Ada beberapa hal yang akan aku ingat jika aku tegang. Sekedar catatan untuk diriku pribadi. Di antaranya:

  1. Allah tempat berserah diri.
  2. When my mama says "Okay go on," then nothing bad can happen.
  3. Sidang ini adalah satu-satunya jalan untuk menikah.
  4. Saat lihat teman-teman wisuda, rasanya sakit. Saat inilah giliranku untuk mengejar ketertinggalan.
  5. Melihat teman-teman sudah banyak yang berhasil dan dewasa, sidang yang akan aku lalui ini hanyalah hal yang kecil bagi mereka. Tidak usah dibesar-besarkan dengan deg-degan.

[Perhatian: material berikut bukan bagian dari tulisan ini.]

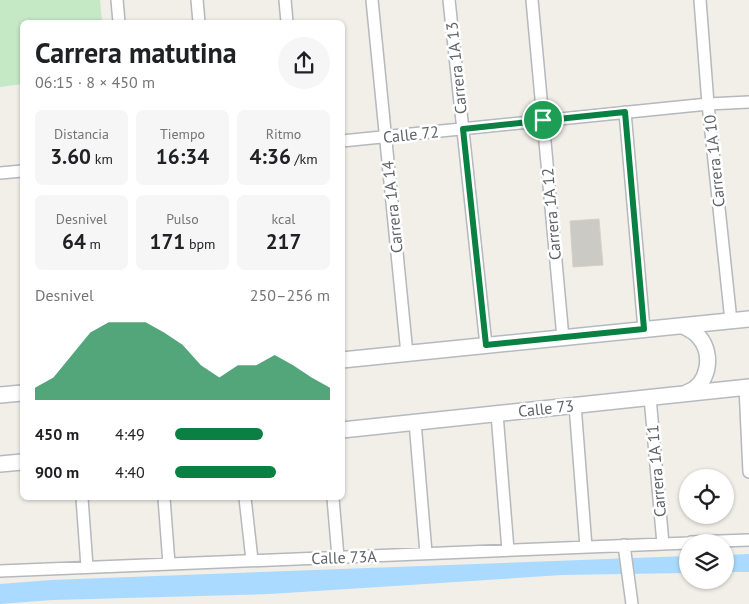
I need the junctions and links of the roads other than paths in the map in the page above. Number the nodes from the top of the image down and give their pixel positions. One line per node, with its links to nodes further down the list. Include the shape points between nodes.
1 (116, 0): 8 (street)
2 (197, 0): 9 (street)
3 (285, 0): 10 (street)
4 (372, 0): 16 (street, Carrera 1A 14)
5 (449, 0): 15 (street, Carrera 1A 13)
6 (532, 0): 14 (street, Carrera 1A 12)
7 (700, 0): 12 (street, Carrera 1A 10)
8 (119, 20)
9 (199, 20)
10 (287, 20)
11 (749, 102): 12 (street, Calle 72)
12 (708, 104): 13 (street, Calle 72); 21 (street, Carrera 1A 10)
13 (625, 112): 14 (street, Calle 72); 23 (street)
14 (543, 120): 15 (street, Calle 72); 24 (street, Carrera 1A 12)
15 (463, 129): 16 (street, Calle 72); 25 (street, Carrera 1A 13)
16 (385, 136): 17 (street, Calle 72); 26 (street, Carrera 1A 14)
17 (345, 141)
18 (20, 171): 19 (street)
19 (0, 173)
20 (749, 319): 21 (main road)
21 (731, 321): 22 (main road)
22 (683, 326): 23 (main road); 30 (main road, via 700,337 708,356 708,366 699,385)
23 (644, 329): 24 (main road)
24 (563, 338): 25 (main road)
25 (486, 345): 26 (main road)
26 (407, 354): 27 (main road)
27 (345, 360)
28 (747, 387): 30 (main road, Calle 73); 39 (street)
29 (20, 393): 31 (main road)
30 (682, 394): 32 (main road, Calle 73)
31 (0, 395)
32 (650, 397): 33 (main road, Calle 73); 47 (street, Carrera 1A 11)
33 (574, 405): 34 (main road, Calle 73); 48 (street)
34 (498, 414): 35 (main road, Calle 73); 50 (street)
35 (415, 422): 36 (main road, Calle 73); 51 (street)
36 (345, 430)
37 (20, 462): 38 (main road)
38 (0, 464)
39 (749, 472)
40 (82, 500): 55 (street)
41 (164, 500): 54 (street)
42 (245, 500): 53 (street)
43 (333, 500): 52 (street)
44 (749, 540): 45 (street, Calle 73A)
45 (734, 541)
46 (679, 543): 47 (street, Calle 73A)
47 (663, 544): 49 (street, Calle 73A)
48 (586, 547): 49 (street, Calle 73A); 50 (street, Calle 73A)
49 (624, 548): 57 (street)
50 (508, 550): 51 (street, Calle 73A)
51 (426, 553): 52 (street, Calle 73A)
52 (338, 557): 53 (street, Calle 73A)
53 (252, 560): 54 (street, Calle 73A)
54 (169, 564): 55 (street, Calle 73A)
55 (87, 567): 56 (street, Calle 73A)
56 (0, 571)
57 (632, 604)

  6. Ada banyak teman, adik-adik angkatan, adik-adik kelas saat SMA, apalagi yang cewek, yang sangat lemah dan pemalu serta mungkin lebih mampu aku daripada mereka. Nyatanya, mereka bisa melewati skripsi dan mendahuluiku. Kenapa aku tidak? Kenapa aku musti deg-degan?
  7. Sidang skripsi ini adalah satu-satunya jalan untuk mendapatkan strata yang lebih baik. Perjalananku masih jauh. Aku ingin S2 dan menjadi master dalam ilmu pengetahuan. Sekedar sidang skripsi justru adalah hal yang kecil. Aku akan melahapnya untuk dapat mencapai impianku yang tinggi.
  8. Aku ingin menjadi seorang yang berhasil di dunia. Artis-artis muda, pembalap, pemain sepak bola, semua sukses di usia awal 20an tahun. Aku? Sudah 26 tapi masih belum apa-apa. Aku ingin dewasa, dan sidang skripsi ini adalah pelajaran awalku untuk menjadi dewasa. Selanjutnya aku ingin menjadi pengusaha yang dewasa menghadapi dunia di luar sana dan meraih kesuksesan.
  9. Ada dosen wanita yang begitu pemalu. Nyatanya sekarang sudah menjadi doktor dan menjadi tegas. Pendidikan dan tekanan itu mendewasakan. Kenapa aku tidak bisa seperti dia? Aku bisa!
  10. Pacarnya adikku itu sekarang sedang menempuh pendidikan S2 di luar negeri. Gila! Kemungkinan besar dia usianya di bawahku, tapi sudah mencapai level di atasku. Dia kuliah di luar negeri, menghadapi hal yang mungkin aku tidak bisa menghadapi. Dan sidang thesisnyan akan lebih menakutkan daripada sidang skripsiku. Aku kalah darinya dan yang dia hadapi jauh lebih berat. Lantas, mengapa aku kemudian merengek-rengek dan deg-degan dengan sidangku yang kecil ini?
  11. Aku sudah tujuh tahun kuliah. Apa lagi yang mau dikhawatirkan? Toh lulus kuliah juga sudah telat banget.
  12. Terlepas dari betapa banyaknya masalah nanti, besar atau kecilnya arti sidang ini, betapa mengerikannya rintangan yang dilontarkan dosen penguji nanti, semua akan aku hadapi. Bagaimanapun skripsi ini adalah buatanku sendiri. Aku tahu apa yang aku tulis, dan aku mampu menjelaskannya. Insya Allah aku akan mampu menghadapinya.
  13. Kebanyakan deg-degan, syaraf deg-deganku sudah putus!

Esok sidang skripsi. Aku akan hadapi itu. Demi masa depanku.